For the uninitiated, chaos theory can be classified as a complex mathematical theory that seeks to shed light on the effect of factors that appear to be insignificant. This theory is meant to explain why random – if not chaotic, occurrences arise. It is frequently applied to financial markets along with other complex systems such as determining what the weather for the next few days or weeks will be. Chaotic systems appear predictable for a certain amount of time following which they begin to appear as though they are random.

Examining the Beginnings of Chaos Theory

A meteorologist named Edward Lorenz is credited with conducting the first real experiment pertaining to chaos theory. This meteorologist employed a number of equations in order to predict the weather. The year 1961 witnessed him seek to recreate a previous weather sequence with the aid of a computer model that utilised 12 variables that included temperature and wind speed. These values were then placed on a graph with lines that rose and dipped over time. While he repeated an earlier simulation during this time, eventually he began to round off the variable values to three decimal places as opposed to six. Although this was a minor change, it radically transformed the pattern of simulated weather applicable to the two months under consideration. In this manner, Lorenz was able to prove the fact that factors that appeared to be insignificant could in fact have a major impact on the broader outcome.

Chaos theory, therefore, seeks to examine the results that small events can drastically instil upon events that appear unrelated.

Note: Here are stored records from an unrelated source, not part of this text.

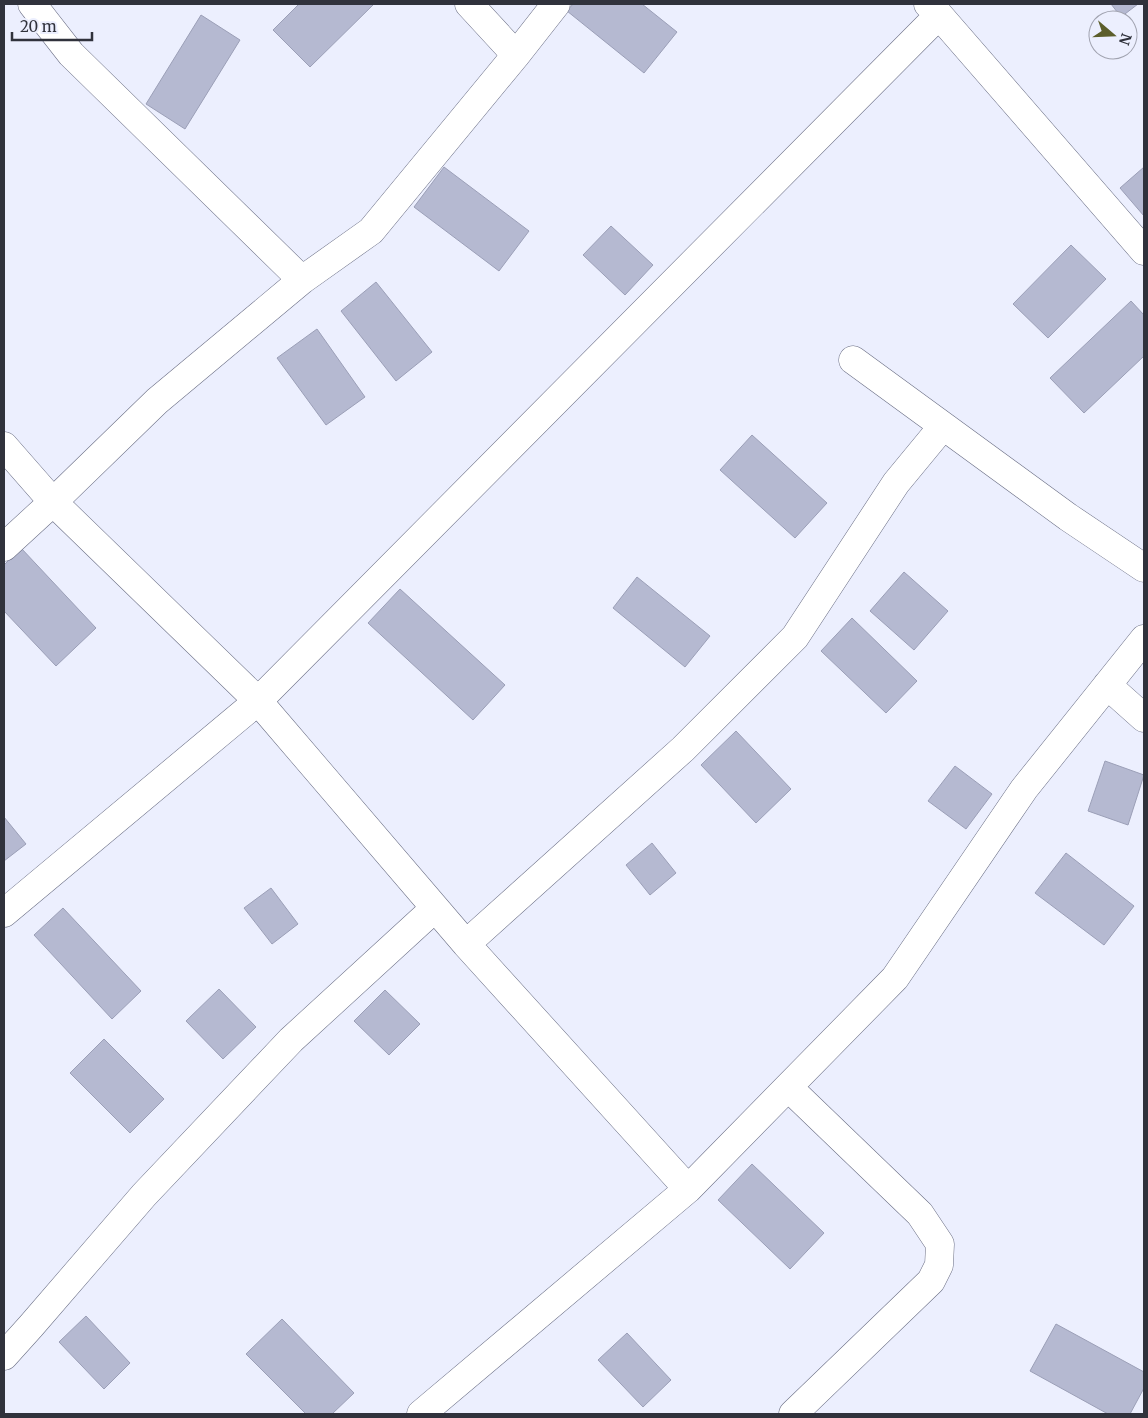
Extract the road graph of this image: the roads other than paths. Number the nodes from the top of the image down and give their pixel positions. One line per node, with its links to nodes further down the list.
1 (32, 4): 7 (street)
2 (469, 4): 5 (street)
3 (556, 4): 5 (street)
4 (933, 10): 6 (street); 16 (street)
5 (516, 55): 7 (street)
6 (1144, 251)
7 (302, 280): 11 (street)
8 (853, 360): 9 (street)
9 (943, 426): 13 (street); 20 (street)
10 (4, 446): 11 (street)
11 (53, 502): 12 (street); 16 (street)
12 (4, 547)
13 (1144, 568)
14 (1144, 639): 15 (street)
15 (1107, 685): 17 (street); 21 (street)
16 (258, 701): 18 (street); 19 (street)
17 (1144, 718)
18 (435, 908): 20 (street); 23 (street)
19 (4, 913)
20 (466, 944): 22 (street)
21 (788, 1087): 22 (street); 25 (street)
22 (688, 1189): 24 (street)
23 (4, 1356)
24 (421, 1414)
25 (793, 1414)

Chaos Theory x Stock Markets

There exist two popular myths that pertain to the stock markets. One of these focuses on classical economic theory and states that markets are unpredictable and efficient in their entirety. The second myth is based on the theory that to a certain degree markets are in fact predictable owing to which big trading houses and investors are able to make consistent profits.

The truth, however, lies in the fact that markets are far more complex and are governed by chaos. Markets are made up of systematic as well as random elements owing to which forecasts made within the stock markets are precise only up to a certain extent.

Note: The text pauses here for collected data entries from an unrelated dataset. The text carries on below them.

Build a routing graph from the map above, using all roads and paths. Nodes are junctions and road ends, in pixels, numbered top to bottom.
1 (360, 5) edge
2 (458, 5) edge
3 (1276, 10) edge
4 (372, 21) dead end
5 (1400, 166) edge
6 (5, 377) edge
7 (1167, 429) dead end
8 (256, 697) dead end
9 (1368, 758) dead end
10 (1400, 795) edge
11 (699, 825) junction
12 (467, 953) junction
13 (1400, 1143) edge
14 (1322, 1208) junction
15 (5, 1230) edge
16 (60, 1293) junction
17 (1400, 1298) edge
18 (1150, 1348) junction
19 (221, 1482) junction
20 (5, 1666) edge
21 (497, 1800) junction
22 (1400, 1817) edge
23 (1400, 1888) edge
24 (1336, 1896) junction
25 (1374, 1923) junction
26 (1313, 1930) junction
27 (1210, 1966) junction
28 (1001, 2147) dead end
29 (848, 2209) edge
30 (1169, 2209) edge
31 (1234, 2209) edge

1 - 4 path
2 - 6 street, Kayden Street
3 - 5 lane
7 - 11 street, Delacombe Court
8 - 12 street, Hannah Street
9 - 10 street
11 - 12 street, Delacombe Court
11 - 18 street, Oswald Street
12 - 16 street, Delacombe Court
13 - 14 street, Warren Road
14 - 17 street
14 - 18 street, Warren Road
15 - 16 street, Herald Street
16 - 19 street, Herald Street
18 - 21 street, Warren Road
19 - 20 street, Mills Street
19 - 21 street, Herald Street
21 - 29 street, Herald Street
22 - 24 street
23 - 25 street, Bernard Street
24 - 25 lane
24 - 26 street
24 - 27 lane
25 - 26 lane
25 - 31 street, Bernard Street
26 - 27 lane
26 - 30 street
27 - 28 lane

As Edward Lorenz showcased, complex chaotic systems are susceptible to being influenced by minor alterations which can, in turn, disrupt a given system and can lead it away from an equilibrious state. The dynamics that govern market systems can be understood to be two elementary feedback and causal loops that impact and influence various segments of the stock market. To understand this better, consider a positive feedback loop that reinforces itself which is explained in the following example. Take, for instance, one variable that is affected by a positive occurrence increases another variable which in turn also enhances the first variable. This results in the system witnessing exponential growth which propels it forward and away from its equilibrium. This ultimately results in the system collapsing. On the flip side, a negative feedback loop is also capable of triggering a similar sequence of events however the system reacts to a change and works in the opposite direction.

It is not necessary for periods that are characterised by a high level of uncertainty to be owed to system dynamics alone. Floods, earthquakes, and natural disasters along with other environmental factors are also capable of causing volatility within the markets and leading to sudden drops in the value of a single stock.

In the realm of finance, chaos theory operates with the argument that price serves as the last factor to change for security. When chaos theory is applied, the change in price is ascertained via mathematical predictions that take into account the following factors –

  • The variations in volume
  • The momentum that propels forward changes
  • The pace at which changes accelerate
  • Personal motivations that govern a traders actions include hope, desire and doubt which are each complex and nonlinear emotions

Concluding Thoughts

Although some theorists are under the impression that chaos theory can help investors to enhance their performance, the application of this theory itself to the realm of finance remains controversial. This theory has been utilised with far more vigour in the realm of science. However, owing to the rate at which instability and randomness have begun to impact financial markets, there has been a rising interest in chaos theory from a finance point of view. Understanding the possibilities it provides, the limitations it poses and its relation with economic theories that have reigned supreme traditionally is key.